Reading Murakami is like peering into a dream, in that his scenes are both wildly imaginative and utterly realistic. He writes with incredible clarity, making even his quirkiest narratives accessible to the average literary mind. He is a perceptual amplifier who magnifies the slightest senses to supernatural proportions. His novels and short stories exhibit the characteristic qualities of magical realism. Raining sardines, parallel worlds, talking cats and lingering spirits—these fantastic images are a mere fraction of the paranormal scenes you will come across in a Murakami novel. Most of his protagonists are indifferent, passive individuals who somehow wind up in absurd situations paired with eccentric characters. They float through life like feathers caught in the wind, subject to both mundane breezes and irregular gusts without gaining a foothold.

One Murakami novel which is especially indicative of this style is Hard-Boiled Wonderland and the End of the World. Published in 1985, this book follows two nameless male characters in alternating chapters. One of the protagonists is a data processer who takes on a mysterious assignment from an old scientist that leads him to distant physical and mental planes. The other character enters into a village where he is disconnected from his shadow and required to read the dreams of unicorn skulls. With all of its eccentricities, this novel is prime Murakami.

But fiction is not the only genre in his repertoire. Murakami has written several distinguished essays and non-fiction pieces. While riding the subway to lower Manhattan this summer, I read Underground: The Tokyo Gas Attack and the Japanese Psyche (1997), Murakami's gripping account of the 1995 subway terrorist attacks in Tokyo. I was probably insane to expose myself to the stark reality of an underground terrorist attack in such a similar setting, but, oddly, I did not become anxious or paranoid. If anything, Murakami provided me with feelings of security and awareness. I now know exactly how to perceive and respond to an underground gas attack after reading the recollections of the Tokyo victims. Underground should really be required reading for every New Yorker.

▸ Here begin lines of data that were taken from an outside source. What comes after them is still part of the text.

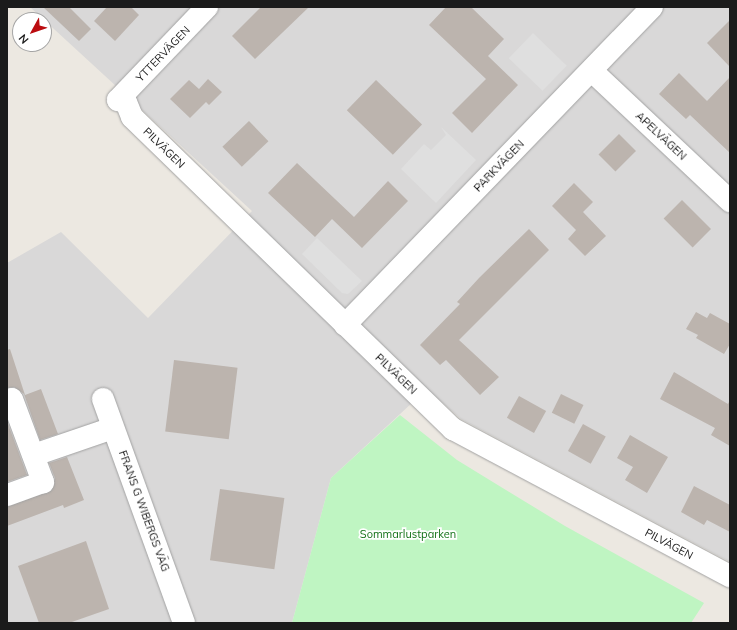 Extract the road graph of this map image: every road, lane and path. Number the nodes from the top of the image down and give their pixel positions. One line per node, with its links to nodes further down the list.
1 (207, 7): 4 (street, YTTERVÄGEN)
2 (652, 7): 3 (street, PARKVÄGEN)
3 (592, 71): 5 (street, APELVÄGEN); 6 (street, PARKVÄGEN)
4 (118, 100): 6 (street, PILVÄGEN)
5 (730, 201)
6 (345, 325): 12 (street, PILVÄGEN)
7 (103, 399): 9 (street, FRANS G WIBERGS VÄG)
8 (7, 401): 10 (street)
9 (113, 428): 10 (street); 13 (street, FRANS G WIBERGS VÄG)
10 (34, 455): 11 (street)
11 (7, 495)
12 (730, 576)
13 (184, 623) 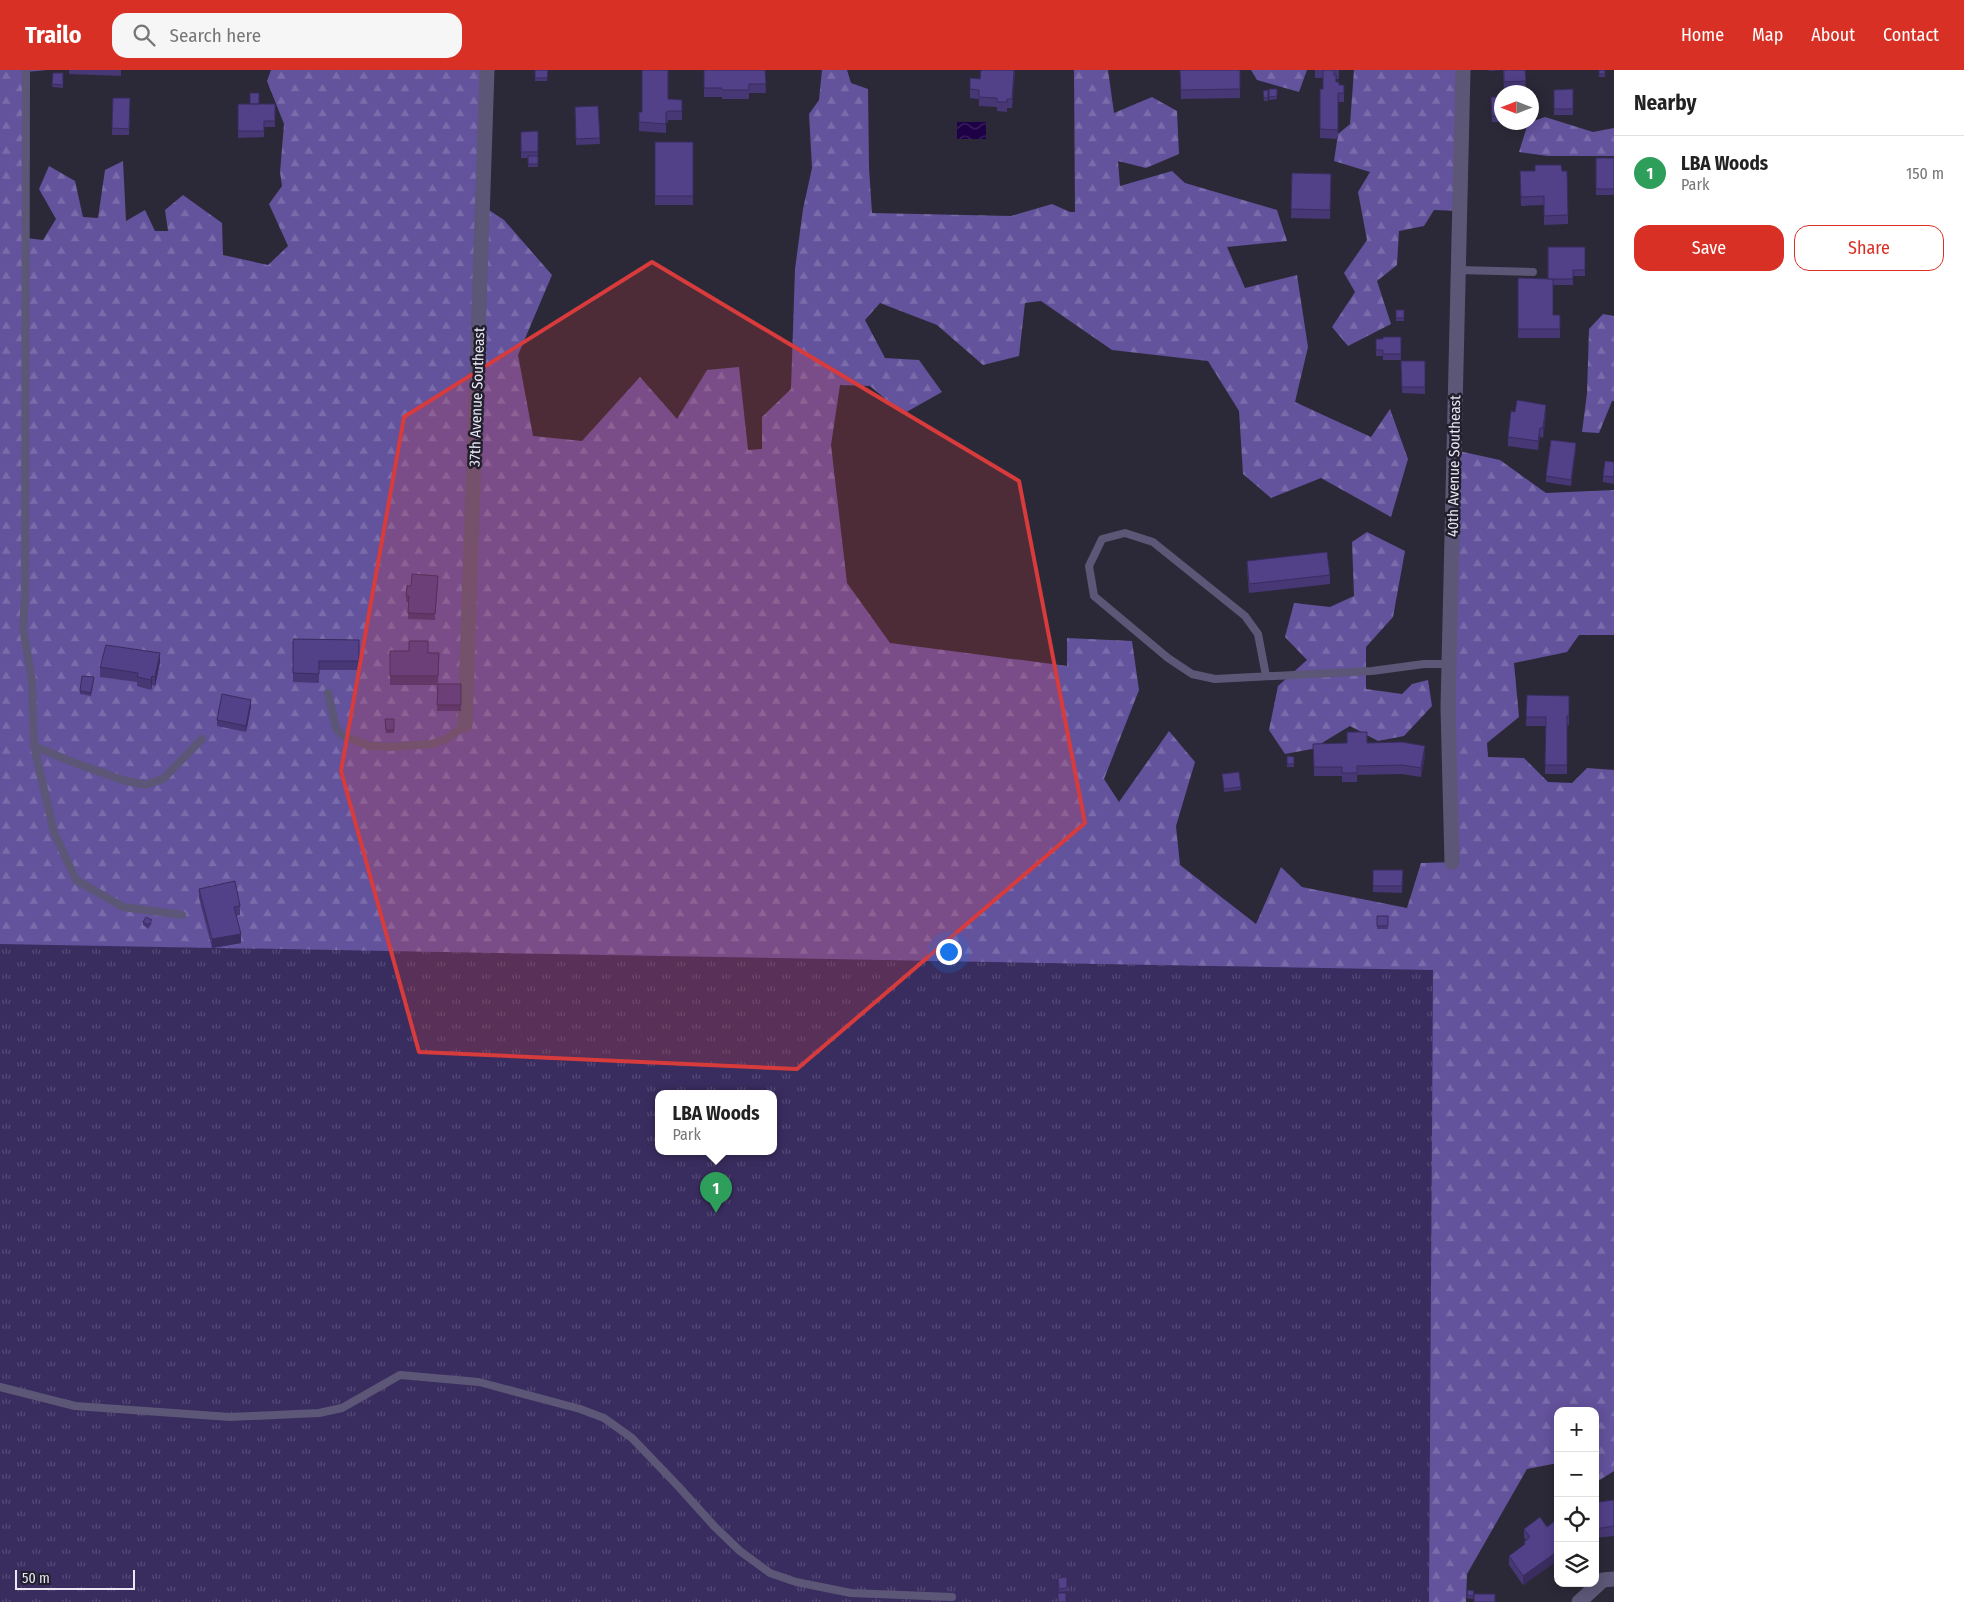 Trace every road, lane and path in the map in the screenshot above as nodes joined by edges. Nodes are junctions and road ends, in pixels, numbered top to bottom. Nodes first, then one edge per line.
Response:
1 (26, 70) edge
2 (487, 70) edge
3 (1463, 70) edge
4 (1458, 270) junction
5 (1533, 272) dead end
6 (1449, 664) junction
7 (1266, 676) junction
8 (328, 693) dead end
9 (465, 725) joint
10 (202, 739) dead end
11 (34, 746) junction
12 (1452, 862) dead end
13 (182, 915) dead end
14 (0, 1387) edge
15 (1614, 1579) edge
16 (952, 1597) dead end
17 (1578, 1602) edge

1 - 11 lane
2 - 9 street, 37th Avenue Southeast
3 - 4 street, 40th Avenue Southeast
4 - 5 lane
4 - 6 street, 40th Avenue Southeast
6 - 7 lane
6 - 12 street, 40th Avenue Southeast
7 - 7 lane
8 - 9 lane
10 - 11 lane
11 - 13 lane
14 - 16 lane
15 - 17 street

On a less terrifying note, if you need a good read while strolling along the Charles River, I would recommend Murakami's memoir What I Talk About When I Talk About Running (2007). As a busy Brandeisian, I barely have enough time to read leisurely or work out. If I can squeeze in a run or two into my crazy week I consider it a success. But Murakami manages to do it all. He reads and writes voraciously and runs miles upon miles, six days a week. At 62 years old, Murakami has a long history of running long races. In his memoir, he reflects on his running experiences while training for the annual New York City marathon.

Though he refrains from calling himself an athlete, Murakami fits the label well. For over 25 years, he has been running, biking and swimming all over the world, from Boston to New York City, Hawaii, Greece and Japan. He has even completed a 62-mile ultra-marathon in Hokkaido, Japan.

One of the author's favorite running spots happens to be along the Charles River, where he exercised while living in Cambridge for some scattered years over the past two decades. He regards running as an essential component to his writing. Like competing in a marathon, constructing a novel requires endurance, an open mind and a whole lot of energy.

Murakami is my personal inspiration. He opened my mind to new cultures, ideas and great works of literature. If you are looking to pick up a new author, purchase a Murakami novel, find a comfy chair and lose yourself in his magical words. Your life may never be the same again.

Editor's note: The writer is a member of the Class of 2013.